Lorsqu’une œuvre me happe, elle me possède aussi. Nous nous appartenons maintenant l’une l’autre. Elle est activée par mon regard et, en échange, elle me construit, se dépose en moi, semblable aux sédiments qui fabriquent une pierre. L’amour et l’art, les vrais, ne me traversent pas, ils restent. Si on me coupait comme un arbre, je suis persuadée qu’on découvrirait en moi des cercles concentriques, qui seraient moins la preuve du passage du temps que la marque indélébile de mes chocs amoureux et artistiques.

 

Anne Carson, avec Autobiographie du rouge, ne m’a pas seulement séduite, mais atteinte au cœur. Dès que j’ai eu terminé ma lecture, je voulais relire. Je voulais être à nouveau l’élève de l’autrice, qui disséquait devant mes yeux ébahis l’amour lui-même.

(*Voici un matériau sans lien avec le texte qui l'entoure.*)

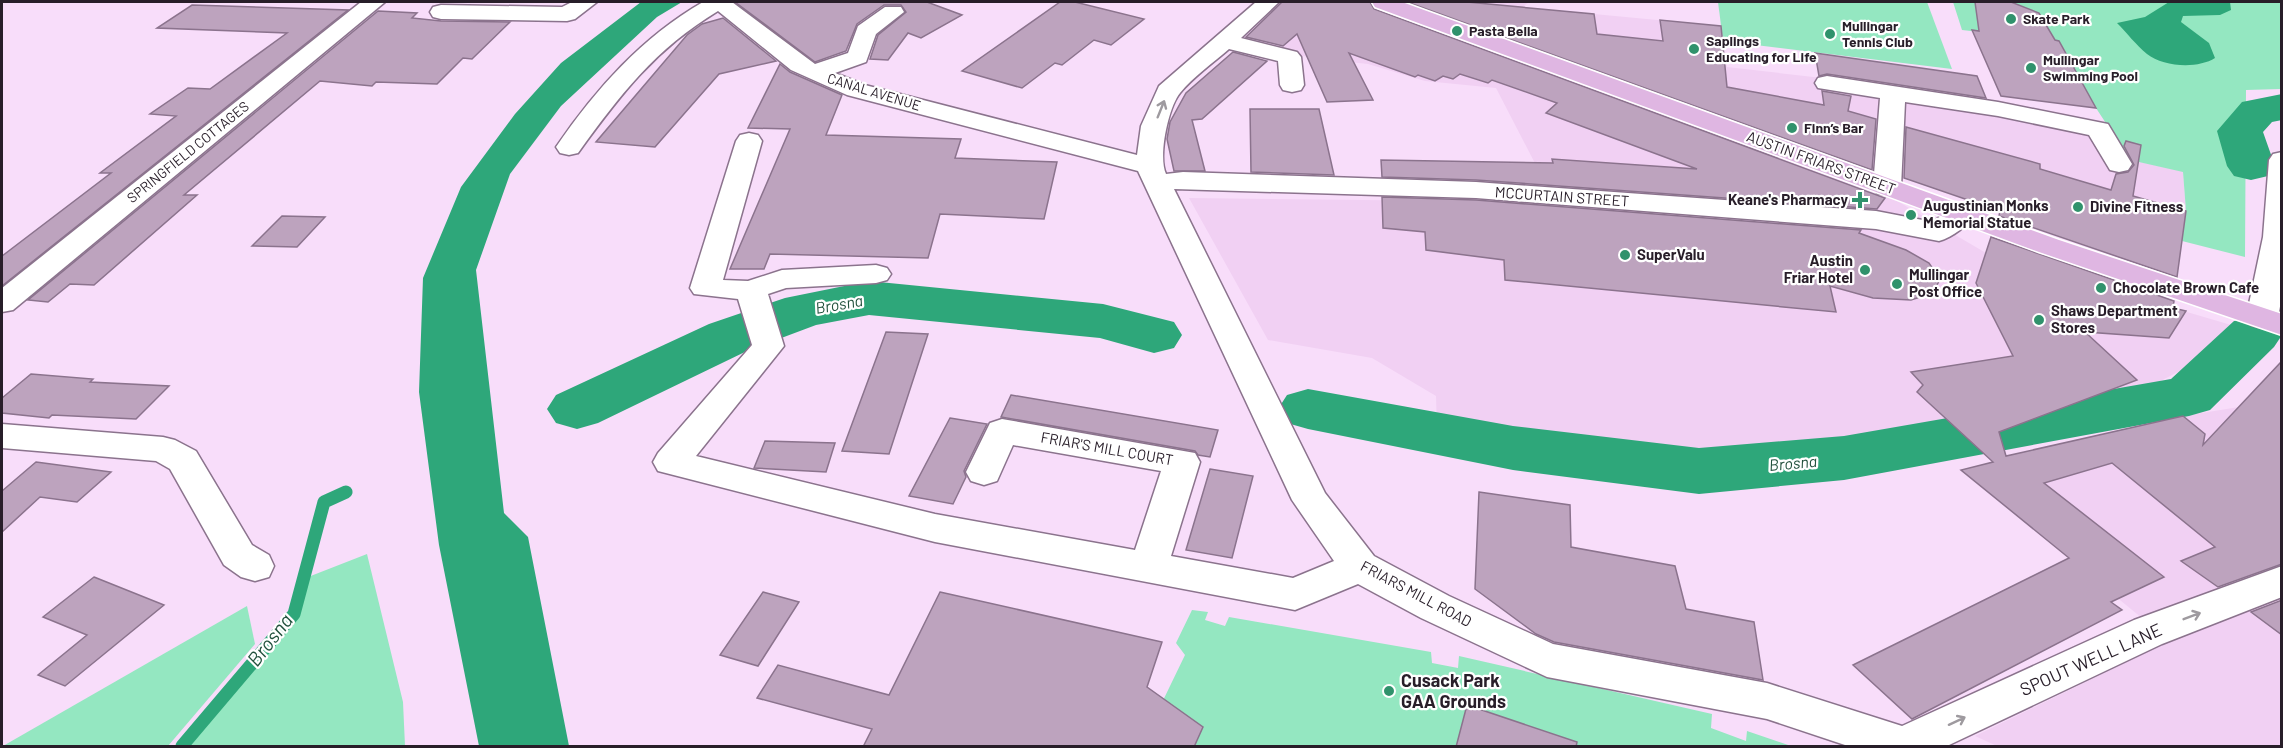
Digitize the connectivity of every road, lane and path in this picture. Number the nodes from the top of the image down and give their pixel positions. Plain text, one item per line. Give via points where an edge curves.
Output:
1 (374, 2) edge
2 (586, 2) edge
3 (1263, 2) edge
4 (1383, 2) edge
5 (441, 12) dead end
6 (893, 12) dead end
7 (1224, 41) junction
8 (813, 73) junction
9 (1827, 83) dead end
10 (1292, 85) dead end
11 (1893, 93) junction
12 (749, 141) dead end
13 (569, 147) dead end
14 (2282, 160) edge
15 (2119, 164) dead end
16 (1153, 174) junction
17 (1887, 187) junction
18 (1961, 214) junction
19 (876, 274) dead end
20 (2, 303) edge
21 (759, 316) junction
22 (2272, 322) edge
23 (2, 436) edge
24 (984, 472) dead end
25 (255, 566) dead end
26 (1360, 567) junction
27 (1148, 568) junction
28 (2282, 581) edge
29 (1904, 746) edge

1 - 20 street, SPRINGFIELD COTTAGES
2 - 5 street via 567,14
3 - 7 street
4 - 17 main road, AUSTIN FRIARS STREET
6 - 8 street via 866,31 858,57
7 - 10 street via 1289,57
16 -> 7 street via 1154,126 1168,91
8 - 13 street, CANAL AVENUE via 718,2 677,26 618,81
8 - 16 street, CANAL AVENUE via 856,90
9 - 11 street
11 - 15 street via 2099,129
11 - 17 street
12 - 21 street via 705,288
14 - 22 street
16 - 18 street, MCCURTAIN STREET via 1183,180 1476,190 1876,220 1939,232
16 - 26 street, FRIARS MILL ROAD via 1310,500
17 - 18 main road, AUSTIN FRIARS STREET
18 - 22 main road, AUSTIN FRIARS STREET
19 - 21 street via 782,279
21 - 27 street via 671,462 935,528
23 - 25 street via 163,449 183,460 238,555
24 - 27 street, FRIAR'S MILL COURT via 1002,431 1182,462
26 - 27 street via 1295,594
26 - 29 street, FRIARS MILL ROAD via 1547,660 1767,701
29 -> 28 street, SPOUT WELL LANE via 2148,633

Ces deux sœurs d’impact, l’amour et l’art, se tenaient enlacés comme jamais.

 

L’idée de Gabriel de donner corps à ces mots m’a donc été irrésistible. Je le remercie d’avoir rassemblé autour de cette immense œuvre une tout aussi remarquable équipe, capable d’une recherche profonde, avide d’inconnu et de trouble, disposée aux révélations. Je reste admirative devant cette brillante équipée, partie à l’aventure à dos de monstres et de demi-dieux, dans l’espoir fou de créer un objet émouvant comme Géryon et exigeant comme Anne Carson.

 

Leur quête est d’une grande beauté. Celle d’offrir une pièce de théâtre amoureuse d’une œuvre littéraire, et qui laisse en nous une trace que nous pourrons emporter, laisser nous modeler, bien au-delà du moment passé ensemble.